The idea is you can forget your passwords (literally) and memorable questions (security questions based around memorable places, names and so forth) and just use your body for authentication instead.
The BBC reports that biometrics will be offered to some 15 million customers (which the bank notes is the "largest planned rollout of voice biometric security technology in the UK"), starting with those who bank with First Direct, and with HSBC's users following in the summer.
Fingerprint recognition is for iOS users as it will be delivered via Apple's Touch ID and the bank's mobile app.
Voice recognition, on the other hand, will be covered by Nuance (the firm which built the foundation for Siri's voice routines), and customers will simply establish their own voice print which future logins will be checked against.
Apparently the system will make use of over 100 unique vocal and physical properties, such as the cadence of speech, pronunciation, shape of the larynx and nasal passages.
Copes with colds
However, the bank promises it won't be foxed if a user should come down with a bug.
Are you a pro? Subscribe to our newsletter
Sign up to the TechRadar Pro newsletter to get all the top news, opinion, features and guidance your business needs to succeed!
Joe Gordon, UK head of customer contact at HSBC, told the Beeb: "We will be able to cope with people who have got colds or slight impediments.
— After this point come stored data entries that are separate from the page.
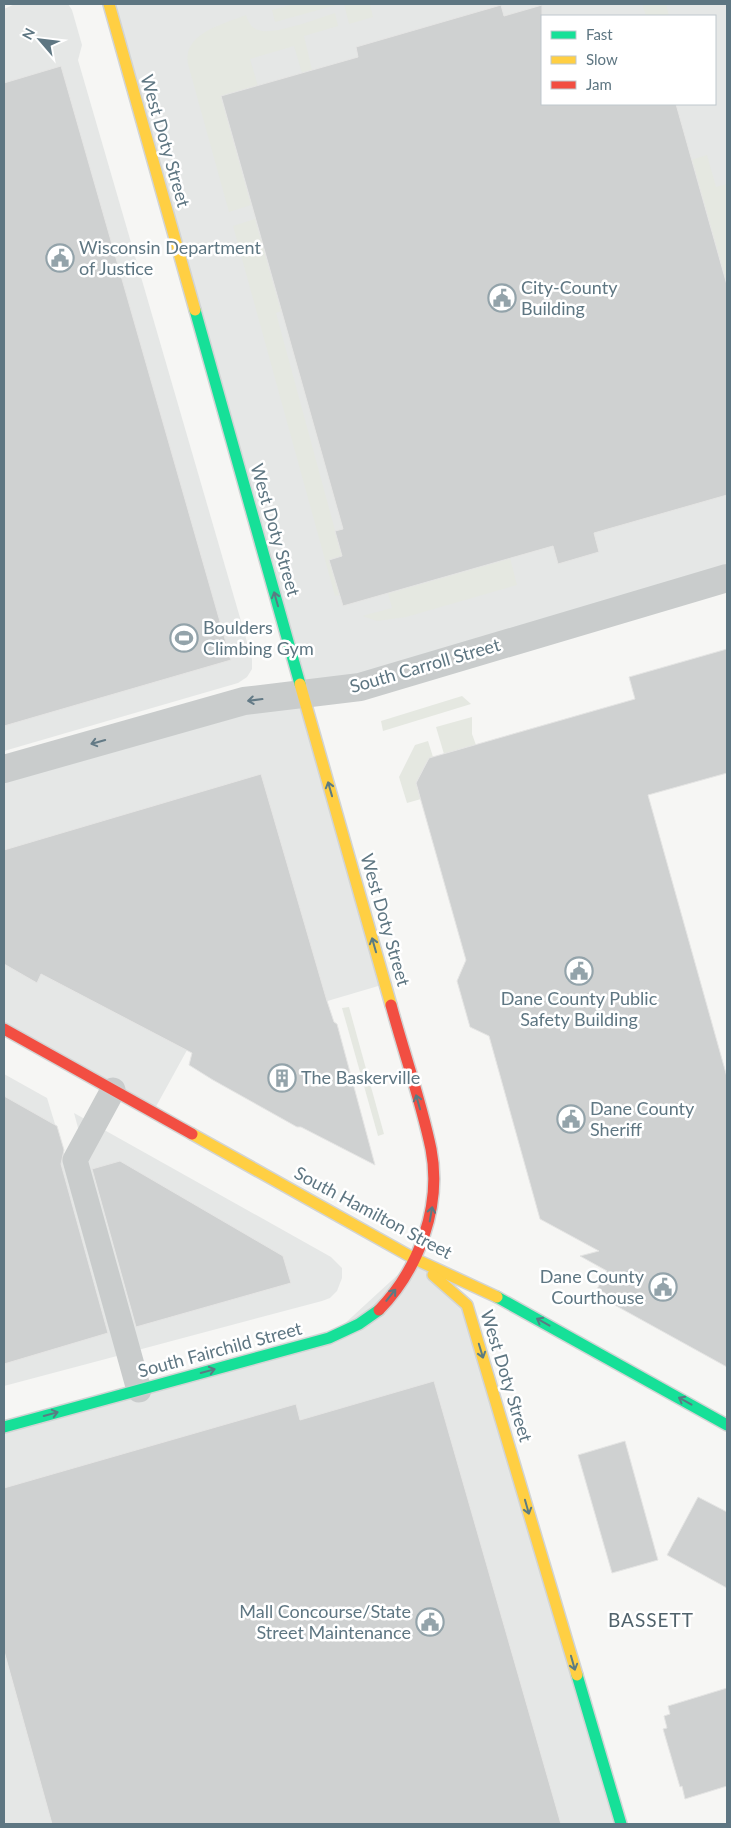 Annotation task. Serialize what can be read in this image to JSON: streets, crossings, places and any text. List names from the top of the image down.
{
  "streets": {
    "street": [
      "West Doty Street",
      "South Carroll Street",
      "South Hamilton Street",
      "South Fairchild Street"
    ]
  },
  "crossings": [
    ["West Doty Street", "South Carroll Street"],
    ["West Doty Street", "South Hamilton Street"],
    ["West Doty Street", "South Fairchild Street"],
    ["South Hamilton Street", "South Fairchild Street"]
  ],
  "one_way": ["South Carroll Street", "South Hamilton Street", "South Fairchild Street"],
  "districts": ["BASSETT"],
  "places": {
    "public building": [
      "Wisconsin Department of Justice",
      "City-County Building",
      "Dane County Public Safety Building",
      "Dane County Sheriff",
      "Dane County Courthouse",
      "Mall Concourse/State Street Maintenance"
    ],
    "sports": ["Boulders Climbing Gym"],
    "building": ["The Baskerville"]
  },
  "legend": ["Fast", "Slow", "Jam"],
  "north": "top left"
}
Things such as the size of your mouth or your vocal tract don't change. Neither do your cadence or your accent when you've got those little colds."
Expect more banks to follow down this path, although some already have to a limited extent – Barclays does voice recognition but only for businesses at the moment.
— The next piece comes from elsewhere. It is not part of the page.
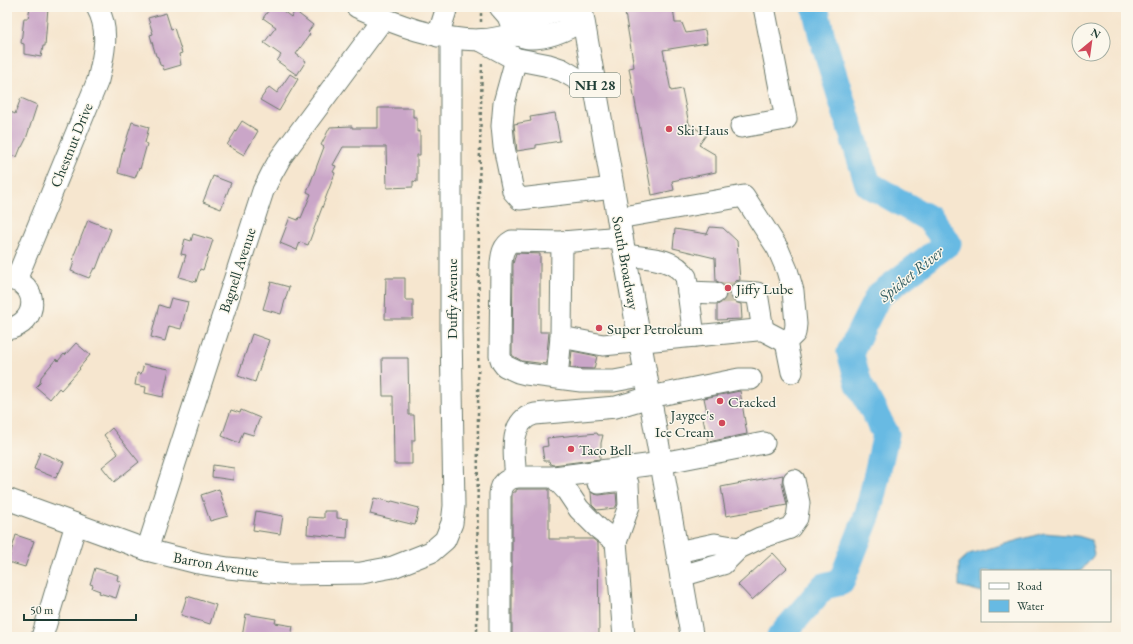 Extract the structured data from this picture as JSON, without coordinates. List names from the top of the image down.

Currently First Direct customers using online banking can login using a simple password and access limited functions, but if they want to do things like make payments, they must login with a secure key (a little number pad device which provides a PIN number sent directly from the bank as a second factor of authentication).
We'll be seeing a lot more of biometrics not just in the banking world, with biometric authentication expected to kill off the traditional password (and its often horrible lack of security given some of the passwords people choose, and then reuse).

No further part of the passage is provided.